What the task requires: In the records below, find the line with "middle pip: (237, 187)"; retype that line and all the following lines through the end, exactly, and add nothing.
(Dataset entries begins)
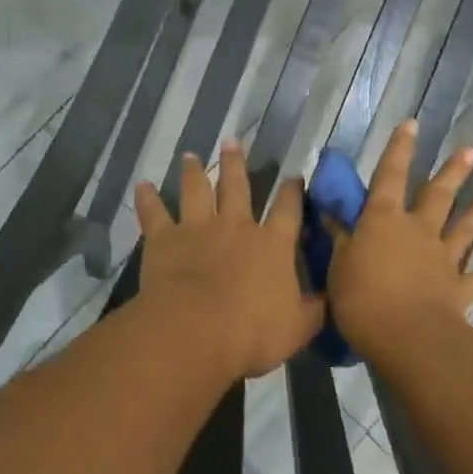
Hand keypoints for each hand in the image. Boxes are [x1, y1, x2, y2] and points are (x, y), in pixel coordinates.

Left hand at [133, 141, 324, 379]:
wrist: (197, 330)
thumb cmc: (253, 332)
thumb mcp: (299, 328)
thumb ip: (314, 310)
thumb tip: (330, 299)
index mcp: (272, 245)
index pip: (288, 210)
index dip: (293, 192)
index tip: (294, 176)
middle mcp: (236, 227)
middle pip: (237, 187)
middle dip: (236, 164)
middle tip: (233, 141)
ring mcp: (198, 229)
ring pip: (196, 191)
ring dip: (193, 172)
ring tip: (190, 156)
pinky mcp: (164, 239)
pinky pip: (153, 213)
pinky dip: (147, 199)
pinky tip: (142, 185)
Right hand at [325, 120, 472, 354]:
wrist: (406, 334)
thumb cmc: (362, 297)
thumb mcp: (339, 265)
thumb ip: (340, 239)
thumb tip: (331, 214)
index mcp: (384, 220)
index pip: (389, 176)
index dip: (399, 150)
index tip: (412, 124)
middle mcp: (418, 231)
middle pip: (437, 195)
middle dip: (452, 172)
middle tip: (471, 151)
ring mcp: (442, 259)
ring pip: (463, 229)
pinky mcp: (458, 289)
(Dataset entries ends)
Exercise response:
middle pip: (237, 187)
middle dip: (236, 164)
middle tip: (233, 141)
ring mcp: (198, 229)
ring pip: (196, 191)
ring dip: (193, 172)
ring tip: (190, 156)
pinky mcp: (164, 239)
pinky pip: (153, 213)
pinky dip: (147, 199)
pinky tip: (142, 185)
Right hand at [325, 120, 472, 354]:
wrist: (406, 334)
thumb cmc: (362, 297)
thumb mcp: (339, 265)
thumb ip: (340, 239)
thumb tip: (331, 214)
index mcp: (384, 220)
index pip: (389, 176)
index dip: (399, 150)
index tip: (412, 124)
middle mcp: (418, 231)
middle pip: (437, 195)
middle dip: (452, 172)
middle tip: (471, 151)
ring mcp: (442, 259)
ring pip: (463, 229)
pinky mcp: (458, 289)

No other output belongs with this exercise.